Sources
This is a comprehensive list of data and software sources for the Global Refugee Atlas. Content for the visualizations is retrieved from openly available remote sensing satellite imagery, crowdsourced social media data as well as a host of datasets from UNHCR and other international humanitarian agencies.
The site is built using innovative data-driven geographic research approaches. Software and libraries are all open source and freely available online. Custom scripts are written mainly in JavaScript and, for the back-end, in Python.
DATA
Satellite Imagery
Satellite remote sensing imagery has been used to map growth of camps throughout the past five years. As processing platform we used Google Earth Engine, which allows to analyze data on the fly, to select images from different satellites and to filter them according to cloud coverage.
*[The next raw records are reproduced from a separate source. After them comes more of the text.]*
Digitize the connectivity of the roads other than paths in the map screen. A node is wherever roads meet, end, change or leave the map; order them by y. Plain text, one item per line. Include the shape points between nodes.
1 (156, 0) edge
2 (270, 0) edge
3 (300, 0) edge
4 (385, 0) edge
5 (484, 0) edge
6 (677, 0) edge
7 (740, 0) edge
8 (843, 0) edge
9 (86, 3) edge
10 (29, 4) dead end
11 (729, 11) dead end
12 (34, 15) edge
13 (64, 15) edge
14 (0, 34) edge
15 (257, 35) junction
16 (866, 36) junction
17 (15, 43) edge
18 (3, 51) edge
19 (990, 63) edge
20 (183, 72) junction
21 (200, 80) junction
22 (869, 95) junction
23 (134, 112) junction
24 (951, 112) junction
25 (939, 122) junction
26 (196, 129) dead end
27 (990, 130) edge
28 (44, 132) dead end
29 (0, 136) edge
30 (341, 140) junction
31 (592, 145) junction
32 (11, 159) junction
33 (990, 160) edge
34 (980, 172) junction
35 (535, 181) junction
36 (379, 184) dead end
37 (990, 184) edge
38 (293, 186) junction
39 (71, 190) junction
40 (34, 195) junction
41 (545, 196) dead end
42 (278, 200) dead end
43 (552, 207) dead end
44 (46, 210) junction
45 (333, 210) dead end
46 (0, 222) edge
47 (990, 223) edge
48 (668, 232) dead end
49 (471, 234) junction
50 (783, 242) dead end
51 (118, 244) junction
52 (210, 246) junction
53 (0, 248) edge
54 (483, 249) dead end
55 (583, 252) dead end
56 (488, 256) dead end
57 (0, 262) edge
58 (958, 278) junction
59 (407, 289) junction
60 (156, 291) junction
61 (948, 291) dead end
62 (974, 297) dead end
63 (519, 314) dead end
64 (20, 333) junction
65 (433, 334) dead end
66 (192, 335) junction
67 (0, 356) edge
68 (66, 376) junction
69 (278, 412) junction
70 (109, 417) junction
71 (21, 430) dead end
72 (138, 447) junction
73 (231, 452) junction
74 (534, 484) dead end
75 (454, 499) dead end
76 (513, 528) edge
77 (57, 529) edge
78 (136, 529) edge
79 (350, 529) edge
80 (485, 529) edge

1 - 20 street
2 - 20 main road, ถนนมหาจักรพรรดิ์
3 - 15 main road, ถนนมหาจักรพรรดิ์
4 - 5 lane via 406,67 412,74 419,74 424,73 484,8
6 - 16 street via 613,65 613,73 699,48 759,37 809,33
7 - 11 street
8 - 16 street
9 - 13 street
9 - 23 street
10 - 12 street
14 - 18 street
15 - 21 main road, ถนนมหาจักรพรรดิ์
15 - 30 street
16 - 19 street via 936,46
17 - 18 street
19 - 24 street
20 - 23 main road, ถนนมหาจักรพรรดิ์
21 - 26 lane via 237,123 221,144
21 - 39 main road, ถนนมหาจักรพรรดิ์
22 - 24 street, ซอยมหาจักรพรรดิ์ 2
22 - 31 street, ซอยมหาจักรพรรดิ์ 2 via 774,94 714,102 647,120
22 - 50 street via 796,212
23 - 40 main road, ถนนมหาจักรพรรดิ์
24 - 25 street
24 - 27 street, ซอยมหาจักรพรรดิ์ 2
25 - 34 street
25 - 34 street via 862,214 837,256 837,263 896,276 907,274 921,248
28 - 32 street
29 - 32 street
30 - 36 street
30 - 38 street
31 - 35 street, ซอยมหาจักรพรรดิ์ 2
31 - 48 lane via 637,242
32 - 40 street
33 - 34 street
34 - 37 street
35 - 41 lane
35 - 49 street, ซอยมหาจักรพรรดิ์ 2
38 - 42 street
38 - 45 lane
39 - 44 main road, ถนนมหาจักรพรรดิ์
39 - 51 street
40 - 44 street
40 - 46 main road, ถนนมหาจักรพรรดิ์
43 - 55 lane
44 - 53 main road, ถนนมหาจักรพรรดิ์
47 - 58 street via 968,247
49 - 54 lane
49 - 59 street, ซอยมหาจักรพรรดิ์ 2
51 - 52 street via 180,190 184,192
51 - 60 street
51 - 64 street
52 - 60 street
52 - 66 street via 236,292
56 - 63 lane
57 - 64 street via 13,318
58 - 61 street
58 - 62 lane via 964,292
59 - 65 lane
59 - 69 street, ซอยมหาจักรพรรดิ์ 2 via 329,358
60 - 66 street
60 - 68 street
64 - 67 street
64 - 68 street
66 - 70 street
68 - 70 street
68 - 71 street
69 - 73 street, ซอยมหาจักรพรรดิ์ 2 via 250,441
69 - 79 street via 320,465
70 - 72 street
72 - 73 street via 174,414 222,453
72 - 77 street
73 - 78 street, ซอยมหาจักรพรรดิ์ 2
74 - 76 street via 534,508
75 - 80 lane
Raw data comes from NASA's Landsat 8 and the more recent ESA's Sentinel 2a, which has a spatial resolution of 10 meters. Processed images were exported as tiles in the xyz format and saved in the Google Cloud platform, from which they are retrieved into the Atlas.
- Processing Platform
- Hosting Platform
- Raw Data
Social Media
The perception chapter of this Atlas is built using posts from Twitter that contain the word 'refugee'. Those tweets are saved in a database hosted on a virtual server where Python scripts extract the most used words and run basic sentiment analyses. The next step will be to include more social media sources, such as the photo hosting platform of National Geographic 'Your Shot'
- Your Shot NG (tba)
Thematic Data
The content of the Atlas comes from a throve of sources hosted on the web. The most important is data from UNHCR, which makes available tabular and geographic datasets on most of the activities it is involved with. Other agencies and NGOs complement these datasets with detailed reports on refugee camp structures and people's needs. Economic and cultural data aggregated by country are retrieved from the World Bank Database. A detailed list of conflict data was retrieved from the US based NGO ACLED.
- UNHCR
- World Bank
- ACLED
- Humanitarian Data Exchange
- REACH
- IOM
Basemaps
We used a Carto basemap (based on Open Street Map) and satellite imagery from ESRI for the two storymaps in the Journeys chapter. All other maps are made with D3.js using vector data downloaded from the open source platform Digital Earth.
SOFTWARE
Libraries and Plugins
All software and applications used to build this Atlas are free and open source. Leaflet is the base for the Camps chapter, while we exploited the bearing and tilt capabilities of the Mapbox-gl.js library for the storymaps. All the other maps are built using the geographic capabilities of the open source library D3.js. The website structure is based on Bootstrap.js (and the SB Admin Bootstrap template), implemented with css and js plugins and managed using JavaScript and JQuery. Graphs are built using the open source library Chart.js.